DATA.
+ + +

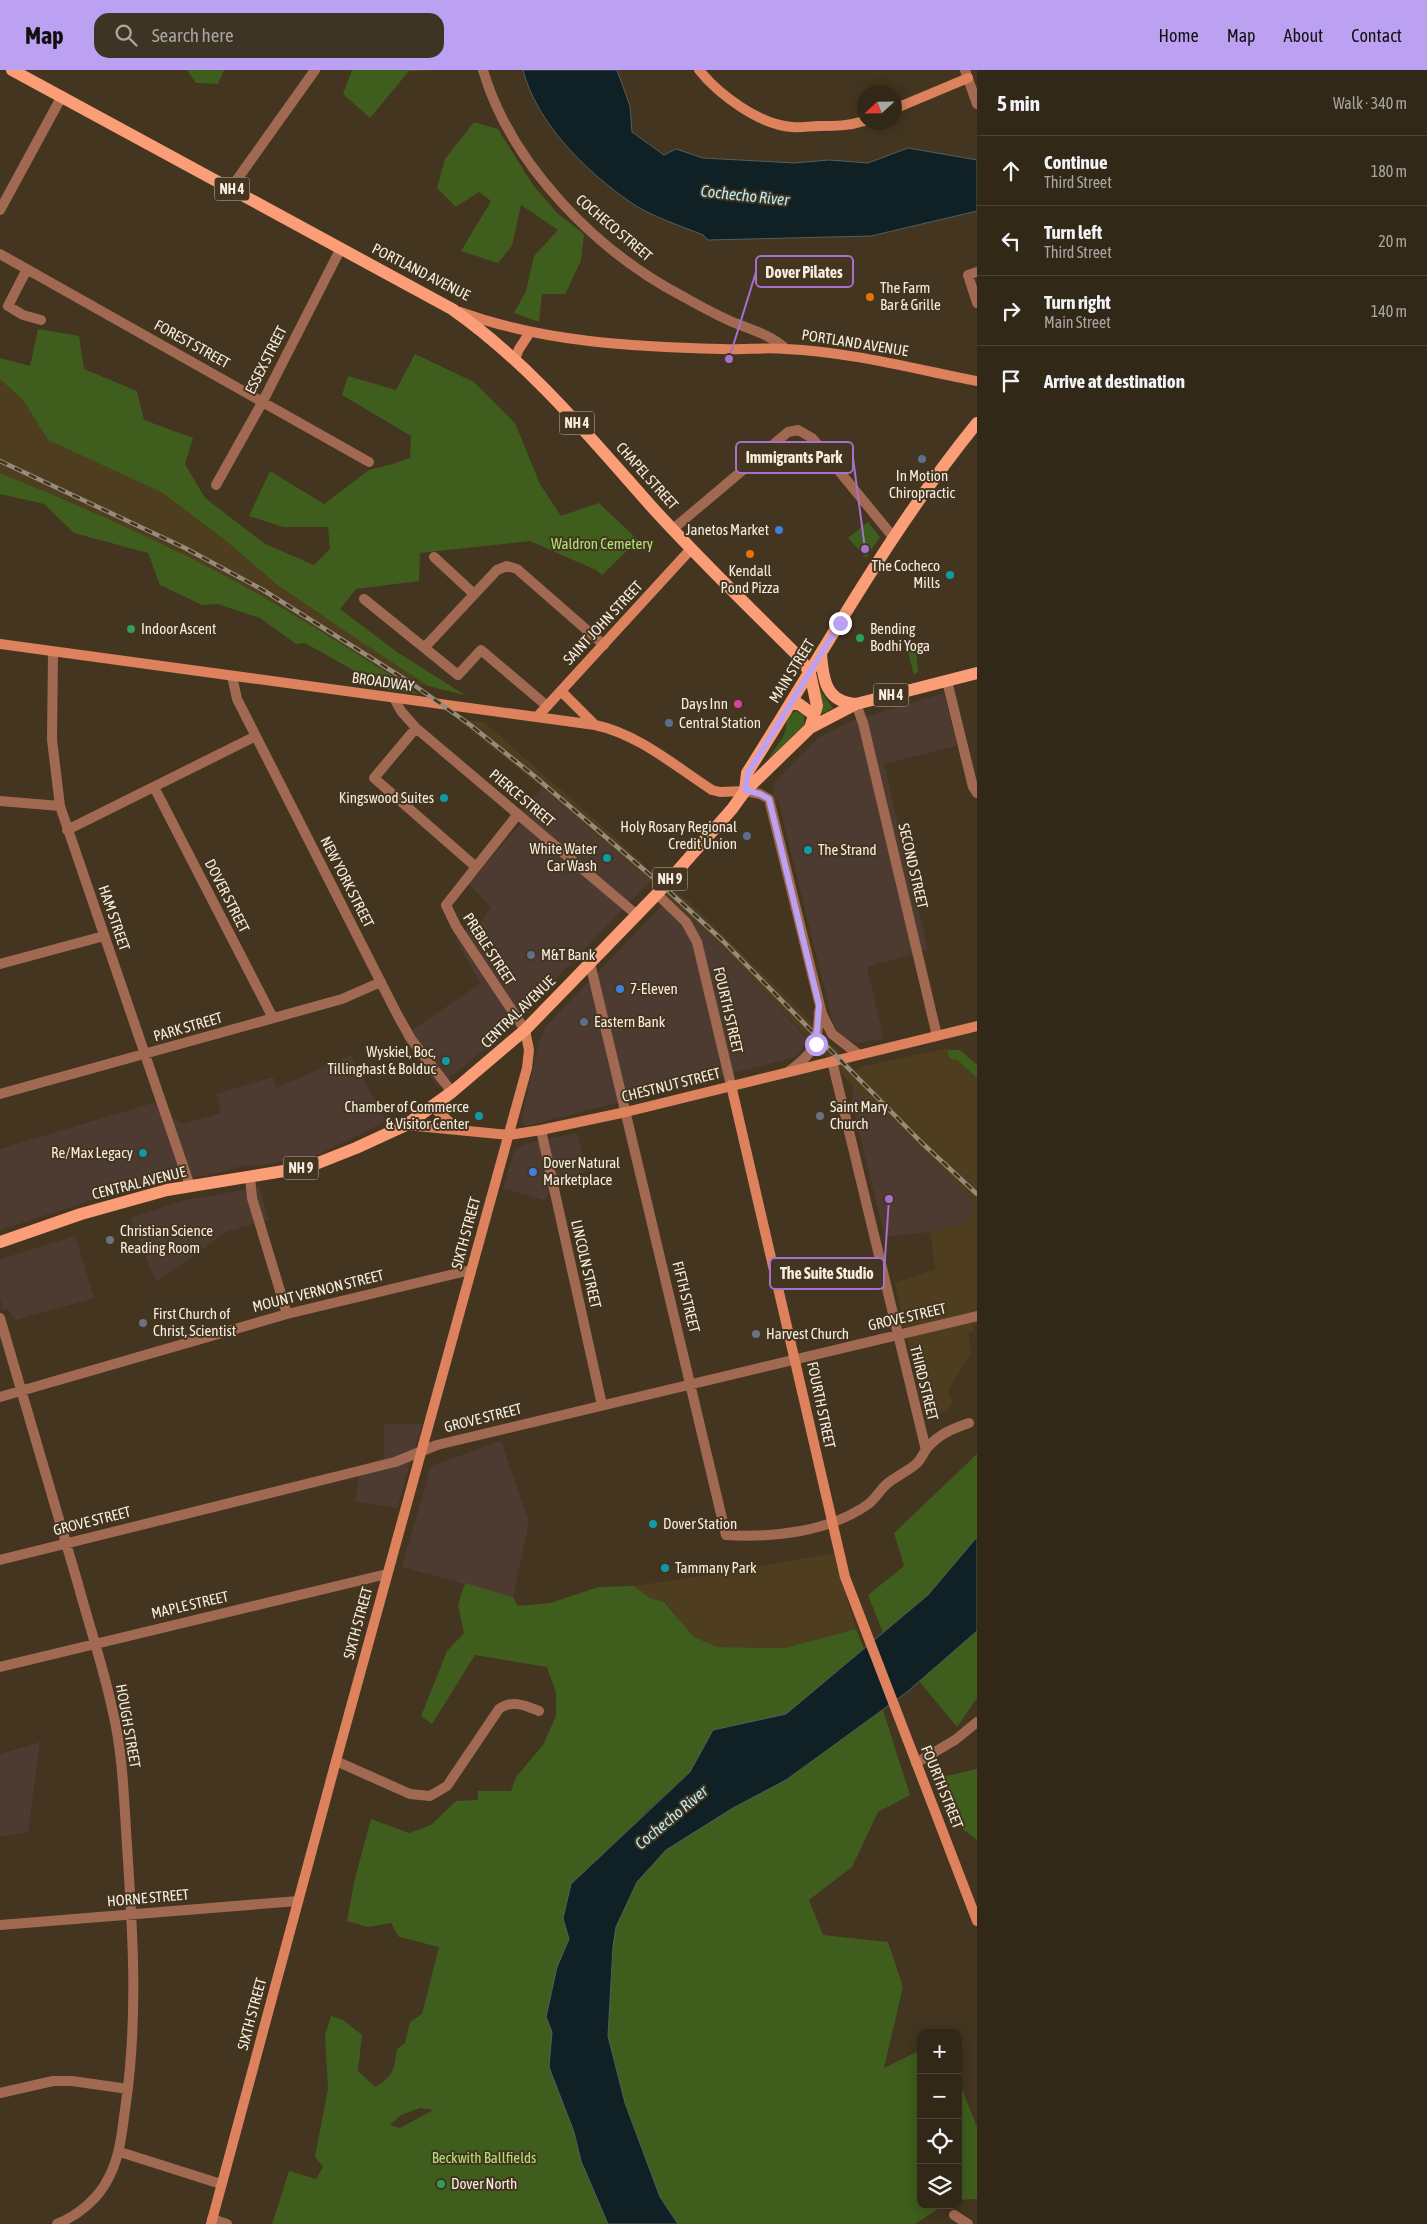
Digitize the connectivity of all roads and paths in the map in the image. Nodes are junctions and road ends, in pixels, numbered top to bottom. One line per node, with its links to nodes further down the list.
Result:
1 (12, 70): 6 (main road, PORTLAND AVENUE / NH 4)
2 (315, 70): 10 (street)
3 (483, 70): 21 (street, COCHECO STREET)
4 (699, 70): 9 (street)
5 (967, 74): 7 (street); 8 (street)
6 (62, 96): 10 (main road, PORTLAND AVENUE / NH 4); 11 (street)
7 (977, 104)
8 (902, 105)
9 (857, 123)
10 (231, 188): 12 (main road, PORTLAND AVENUE / NH 4)
11 (0, 210)
12 (341, 248): 18 (main road, PORTLAND AVENUE / NH 4); 24 (street, ESSEX STREET)
13 (0, 254): 14 (street, FOREST STREET)
14 (28, 269): 17 (street); 24 (street, FOREST STREET)
15 (972, 274): 16 (street)
16 (977, 302)
17 (4, 304): 19 (street)
18 (452, 308): 20 (street, PORTLAND AVENUE); 22 (main road, CHAPEL STREET / NH 4)
19 (41, 320)
20 (530, 332): 21 (street, PORTLAND AVENUE); 22 (street)
21 (785, 348): 23 (street, PORTLAND AVENUE)
22 (515, 359): 28 (main road, CHAPEL STREET / NH 4)
23 (977, 381)
24 (263, 401): 26 (street, FOREST STREET); 27 (street, ESSEX STREET)
25 (977, 423): 29 (main road, MAIN STREET)
26 (368, 462)
27 (216, 485)
28 (673, 529): 29 (street); 30 (main road, CHAPEL STREET / NH 4)
29 (894, 538): 38 (main road, MAIN STREET)
30 (691, 549): 35 (street, SAINT JOHN STREET); 39 (main road, CHAPEL STREET)
31 (434, 557): 32 (street)
32 (474, 594): 35 (street); 36 (street)
33 (364, 599): 36 (street)
34 (0, 644): 37 (street, BROADWAY)
35 (604, 645): 43 (street, SAINT JOHN STREET)
36 (425, 648): 47 (street)
37 (53, 652): 41 (street, BROADWAY); 58 (street, HAM STREET)
38 (822, 654): 39 (main road, MAIN STREET); 46 (main road)
39 (810, 673): 45 (main road, MAIN STREET / NH 9); 48 (main road)
40 (977, 673): 42 (main road, CENTRAL AVENUE / NH 4)
41 (232, 676): 44 (street, BROADWAY); 53 (street, NEW YORK STREET)
42 (947, 681): 46 (main road, CENTRAL AVENUE / NH 4); 56 (street)
43 (562, 690): 47 (street, SAINT JOHN STREET); 50 (street)
44 (394, 698): 49 (street, BROADWAY); 51 (street, PIERCE STREET)
45 (790, 704): 48 (main road); 55 (main road, MAIN STREET / NH 9)
46 (856, 704): 52 (main road, CENTRAL AVENUE / NH 4); 72 (street, SECOND STREET)
47 (547, 706): 49 (street, SAINT JOHN STREET)
48 (814, 715): 52 (main road)
49 (537, 717): 50 (street, BROADWAY)
50 (594, 725): 55 (street, BROADWAY)
51 (416, 728): 59 (street, PIERCE STREET); 61 (street)
52 (810, 728): 55 (main road, CENTRAL AVENUE / NH 4)
53 (256, 736): 54 (street); 67 (street, NEW YORK STREET)
54 (154, 787): 60 (street); 69 (street, DOVER STREET)
55 (745, 790): 62 (main road, CENTRAL AVENUE / NH 9); 68 (street)
56 (977, 793)
57 (0, 801): 58 (street)
58 (60, 806): 60 (street, HAM STREET)
59 (518, 814): 61 (street, PREBLE STREET); 63 (street, PIERCE STREET)
60 (67, 830): 64 (street, HAM STREET)
61 (476, 866): 71 (street, PREBLE STREET)
62 (657, 894): 63 (main road, CENTRAL AVENUE / NH 9); 77 (street, FOURTH STREET)
63 (637, 915): 65 (main road, CENTRAL AVENUE / NH 9)
64 (104, 936): 66 (street); 73 (street, HAM STREET)
65 (590, 963): 71 (main road, CENTRAL AVENUE / NH 9); 81 (street, FIFTH STREET)
66 (0, 964)
67 (381, 982): 69 (street, PARK STREET); 78 (street, NEW YORK STREET)
68 (819, 1005): 74 (street); 76 (street)
69 (273, 1018): 73 (street, PARK STREET)
70 (977, 1026): 72 (street, CHESTNUT STREET)
71 (525, 1030): 78 (main road, CENTRAL AVENUE / NH 9); 85 (street, SIXTH STREET)
72 (937, 1036): 74 (street, CHESTNUT STREET)
73 (145, 1054): 79 (street, PARK STREET); 87 (street, HAM STREET)
74 (858, 1054): 75 (street, CHESTNUT STREET)
75 (832, 1061): 76 (street, CHESTNUT STREET); 93 (street, THIRD STREET)
76 (788, 1072): 77 (street, CHESTNUT STREET)
77 (731, 1085): 81 (street, CHESTNUT STREET); 94 (street, FOURTH STREET)
78 (452, 1092): 80 (main road, CENTRAL AVENUE / NH 9)
79 (0, 1094)
80 (433, 1107): 82 (main road, CENTRAL AVENUE / NH 9); 83 (street)
81 (626, 1112): 84 (street, CHESTNUT STREET); 95 (street, FIFTH STREET)
82 (406, 1125): 83 (street, CHESTNUT STREET); 86 (main road, CENTRAL AVENUE / NH 9)
83 (457, 1129): 85 (street, CHESTNUT STREET)
84 (541, 1130): 85 (street, CHESTNUT STREET); 98 (street, LINCOLN STREET)
85 (508, 1135): 89 (street, SIXTH STREET)
86 (250, 1177): 87 (main road, CENTRAL AVENUE / NH 9); 90 (street)
87 (190, 1186): 88 (main road, CENTRAL AVENUE / NH 9)
88 (0, 1242)
89 (471, 1270): 90 (street, MOUNT VERNON STREET); 101 (street, SIXTH STREET)
90 (287, 1314): 96 (street, MOUNT VERNON STREET)
91 (977, 1316): 93 (street, GROVE STREET)
92 (0, 1318): 96 (street, HOUGH STREET)
93 (897, 1335): 94 (street, GROVE STREET); 100 (street, THIRD STREET)
94 (795, 1359): 95 (street, GROVE STREET); 102 (street, FOURTH STREET)
95 (692, 1384): 98 (street, GROVE STREET); 102 (street, FIFTH STREET)
96 (21, 1391): 97 (street, MOUNT VERNON STREET); 103 (street, HOUGH STREET)
97 (0, 1397)
98 (602, 1405): 101 (street, GROVE STREET)
99 (969, 1423): 100 (street)
100 (926, 1450): 102 (street)
101 (422, 1452): 103 (street, GROVE STREET); 105 (street, SIXTH STREET)
102 (831, 1522): 111 (street, FOURTH STREET)
103 (66, 1543): 104 (street, GROVE STREET); 106 (street, HOUGH STREET)
104 (0, 1560)
105 (387, 1574): 106 (street, MAPLE STREET); 110 (street, SIXTH STREET)
106 (95, 1643): 107 (street, MAPLE STREET); 113 (street, HOUGH STREET)
107 (0, 1667)
108 (540, 1711): 110 (street)
109 (977, 1722): 111 (street)
110 (336, 1762): 112 (street, SIXTH STREET)
111 (916, 1763): 114 (street, FOURTH STREET)
112 (298, 1900): 113 (street, HORNE STREET); 119 (street, SIXTH STREET)
113 (132, 1915): 115 (street, HORNE STREET); 116 (street, HOUGH STREET)
114 (977, 1921)
115 (0, 1925)
116 (128, 2089): 117 (street); 118 (street, HOUGH STREET)
117 (0, 2093)
118 (120, 2152): 119 (street); 122 (street, HOUGH STREET)
119 (222, 2184): 121 (street, SIXTH STREET)
120 (954, 2215): 124 (street)
121 (212, 2222): 123 (street)
122 (57, 2224)
123 (227, 2224)
124 (968, 2224)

+ + +

Provide the count of lines in the data above containing "ESSEX", and nothing further.

PROBLEM SOLUTION. 2